The Senior Reactor Analysts (SRAs) used the Palisades Risk-Informed Inspection Notebook, Revision 2.1a, to perform the Phase 2 evaluation. The Loss of DC Bus 10 worksheet (LDC10) was solved assuming that the initiator occurred (IEL = 0),the turbine-driven AFW (TDAFW) pump was failed because the ROs had to close the steam admission valve, and recovery was possible. The result was a Yellow finding.

The dominant sequence was a loss of DC Bus 10, followed by failure of AFW and high pressure recirculation, or failure of feed and bleed. The SRAs determined that a Phase 3 evaluation was necessary because the Phase 2 worksheet did not model additional complications observed during the event as a result of losing DC Bus 10.

The finding directly caused the loss of: DC busses 10L and 10R; DC Panels D11-1 and D11-2; DC Battery Charger 1; Inverters 1 and 3; and, preferred AC busses Y-10 and Y-30. The SDP Phase 3 evaluation estimates the conditional core damage probability (CCDP) of the event that was caused by the performance deficiency.

The CCDP value represents the risk increase to the plant of one event occurrence from no event occurrence when there is no duration associated with the event.

The SRAs used the Palisades SPAR [Simplified Plant Analysis Risk] model, Revision 8.17, for the SDP Phase 3 evaluation. The detailed SDP Phase 3 evaluation is included as Attachment 8 of this report. The result of the Phase 3 SDP is a preliminary finding of substantial safety significance (Yellow) with an estimated CCDP of 1.6E-5.

This inspectors also determined this finding had a cross-cutting aspect in the area of human performance, work practices, because the licensee failed to communicate and ensure human error prevention techniques were used, such as holding formal pre-job briefings, self and peer checking, and proper documentation of activities. The licensee also failed to ensure that these techniques were used commensurate with the risk of the assigned task, such that work activities are performed safely. Finally, during these maintenance activities, the inspectors concluded that licensee personnel proceeded in the face of uncertainty or unexpected circumstances (H.4(a)).

Enforcement:

Title 10 of the Code of Federal Regulations (CFR), Part 50, Appendix B, Criterion V, Instructions, Procedures, and Drawings, states, in part, that activities affecting quality shall be prescribed by documented instructions, procedures or drawings of a type appropriate to the circumstances and shall be accomplished in accordance with these instructions, procedures or drawings.

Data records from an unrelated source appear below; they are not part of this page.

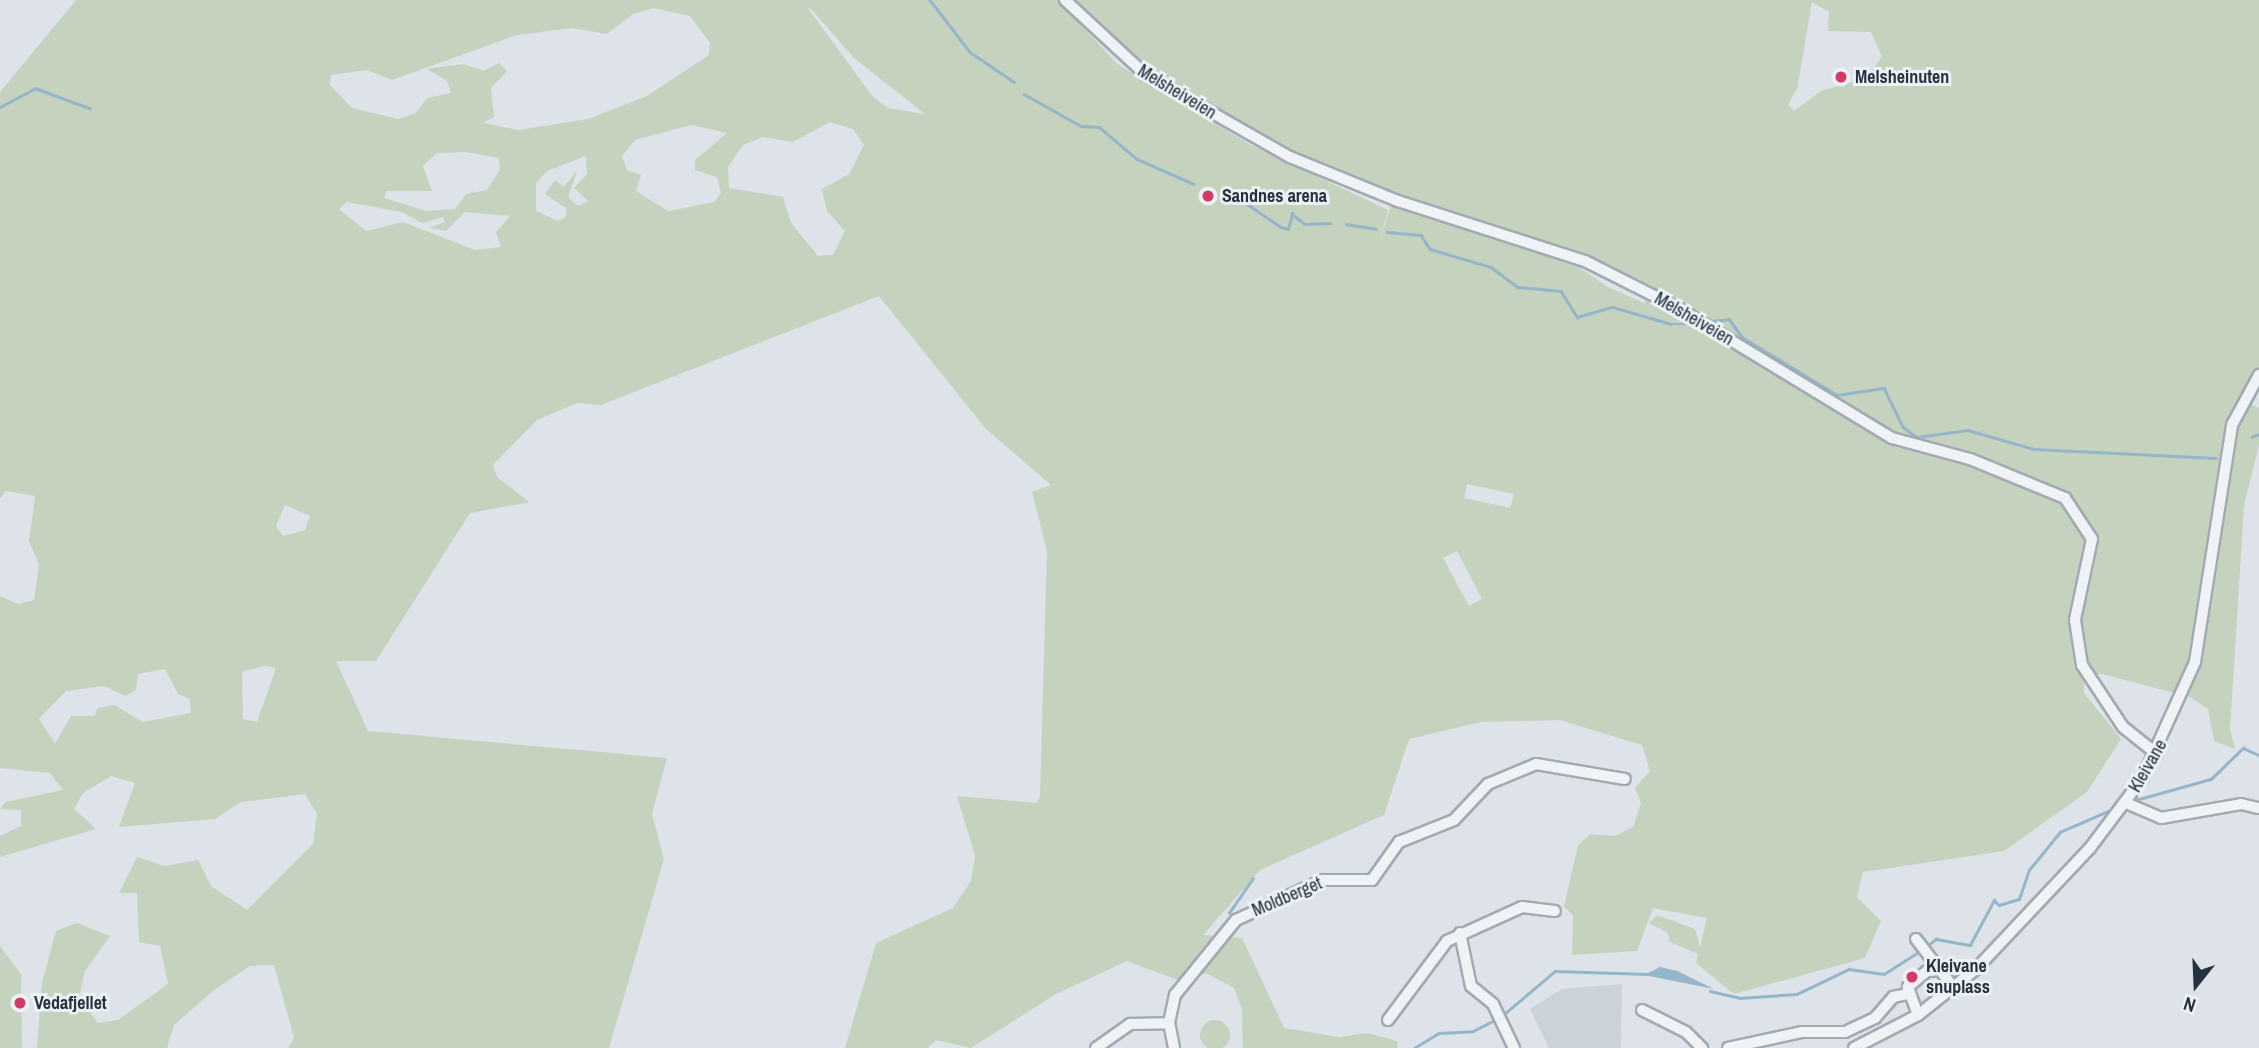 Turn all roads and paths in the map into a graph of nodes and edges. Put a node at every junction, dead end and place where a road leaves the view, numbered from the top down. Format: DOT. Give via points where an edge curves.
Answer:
graph roads {
  1 [pos="1065,0"];
  2 [pos="2259,374"];
  3 [pos="2157,754"];
  4 [pos="1625,779"];
  5 [pos="2126,803"];
  6 [pos="2259,808"];
  7 [pos="1555,911"];
  8 [pos="1460,933"];
  9 [pos="1916,939"];
  10 [pos="1942,970"];
  11 [pos="1954,988"];
  12 [pos="1907,994"];
  13 [pos="1642,1010"];
  14 [pos="1918,1015"];
  15 [pos="1388,1020"];
  16 [pos="1169,1023"];
  17 [pos="1097,1048"];
  18 [pos="1174,1048"];
  19 [pos="1514,1048"];
  20 [pos="1702,1048"];
  21 [pos="1728,1048"];
  22 [pos="1854,1048"];
  1 -- 3 [label="street, Melsheiveien" via="1146,75 1290,157 1398,201 1569,255 1702,323 1892,438 2022,477 2072,503 2092,538 2076,609 2082,665 2123,727"];
  2 -- 3 [label="street, Kleivane" via="2234,417 2203,632"];
  3 -- 5 [label="street, Kleivane"];
  4 -- 16 [label="street, Moldberget" via="1545,762 1492,781 1459,817 1399,842 1372,880 1323,880 1236,920 1180,987"];
  5 -- 6 [label="street" via="2161,818 2241,804"];
  5 -- 11 [label="street, Kleivane"];
  7 -- 8 [label="street" via="1522,907"];
  8 -- 15 [label="street" via="1430,956"];
  8 -- 19 [label="street" via="1471,986 1493,1004"];
  9 -- 10 [label="street"];
  10 -- 11 [label="street"];
  10 -- 12 [label="street" via="1924,973"];
  11 -- 14 [label="street, Kleivane"];
  12 -- 14 [label="street"];
  12 -- 21 [label="street" via="1893,997 1875,1018 1845,1032 1802,1032"];
  13 -- 20 [label="street" via="1686,1032"];
  14 -- 22 [label="street, Kleivane"];
  16 -- 17 [label="street" via="1130,1024"];
  16 -- 18 [label="street, Moldberget"];
}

Procedure EN-WM-105, Planning, Revision 9, was designated as a quality related procedure used to ensure that quality related work is planned in a manner consistent with its importance to plant safety. Quality Related Work Orders 291194-01, Inspect and Replace Breakers 72-119 and 72-120, 291210-01, Replace Breaker 72-121, and 291123-03, Inspect 72-123 Installation, all dated September 25, 2011, were developed and implemented to perform work on safety-related Panel D11-2, associated with the left train 125-Volt Direct Current (DC) safety-related system.

An Apparent Violation (AV) of 10 CFR 50, Criterion V, Instructions, Procedures, and Drawings, has been identified, in that, on September 25, 2011, the licensee failed to ensure that the work performed on Panel D11-2 through Work Orders 291194-01, 291210-01, and 291123-03, all activities that affected quality, was prescribed by documented instructions or procedures of a type appropriate to the circumstances and accomplished in accordance with the instructions or procedures. The licensee documented the apparent violation in its corrective action program as CR-PLP-2011-04822 (AV 05000255/2014011-02; Failure to Have Adequate Work Instructions For Work Performed on Panel D11-2).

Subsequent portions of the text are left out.